Start of ENTRIES PROVIDED
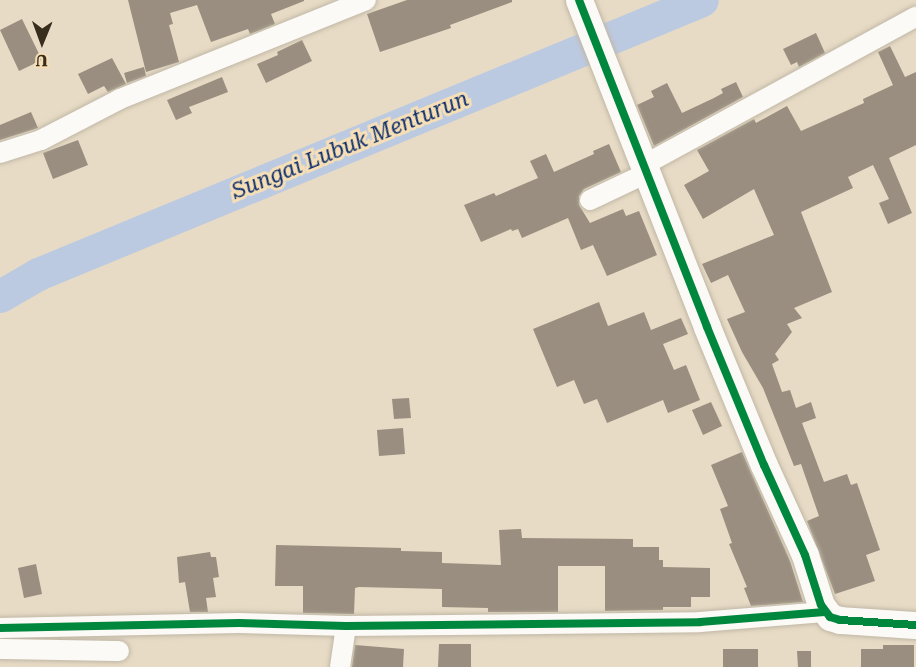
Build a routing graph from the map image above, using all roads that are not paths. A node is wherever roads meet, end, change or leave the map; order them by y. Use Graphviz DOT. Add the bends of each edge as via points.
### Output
graph roads {
  1 [pos="366,0"];
  2 [pos="579,0"];
  3 [pos="916,17"];
  4 [pos="0,153"];
  5 [pos="646,169"];
  6 [pos="590,200"];
  7 [pos="825,612"];
  8 [pos="126,625"];
  9 [pos="916,625"];
  10 [pos="346,626"];
  11 [pos="0,628"];
  12 [pos="0,649"];
  13 [pos="118,659"];
  14 [pos="340,667"];
  1 -- 4 [label="street" via="120,99 41,140"];
  2 -- 5 [label="street"];
  3 -- 5 [label="street"];
  5 -- 6 [label="street"];
  5 -- 7 [label="street"];
  7 -- 9 [label="street" via="840,620"];
  7 -- 10 [label="street" via="700,622"];
  8 -- 10 [label="street"];
  8 -- 11 [label="street"];
  8 -- 13 [label="street"];
  10 -- 14 [label="street"];
  12 -- 13 [label="street"];
}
End of ENTRIES PROVIDED
**ASSIGNMENT:**
The records above must be copied exactly, with no pictures carried over.

**EXPECTED ANSWER:**
Build a routing graph from the map image above, using all roads that are not paths. A node is wherever roads meet, end, change or leave the map; order them by y. Use Graphviz DOT. Add the bends of each edge as via points.
### Output
graph roads {
  1 [pos="366,0"];
  2 [pos="579,0"];
  3 [pos="916,17"];
  4 [pos="0,153"];
  5 [pos="646,169"];
  6 [pos="590,200"];
  7 [pos="825,612"];
  8 [pos="126,625"];
  9 [pos="916,625"];
  10 [pos="346,626"];
  11 [pos="0,628"];
  12 [pos="0,649"];
  13 [pos="118,659"];
  14 [pos="340,667"];
  1 -- 4 [label="street" via="120,99 41,140"];
  2 -- 5 [label="street"];
  3 -- 5 [label="street"];
  5 -- 6 [label="street"];
  5 -- 7 [label="street"];
  7 -- 9 [label="street" via="840,620"];
  7 -- 10 [label="street" via="700,622"];
  8 -- 10 [label="street"];
  8 -- 11 [label="street"];
  8 -- 13 [label="street"];
  10 -- 14 [label="street"];
  12 -- 13 [label="street"];
}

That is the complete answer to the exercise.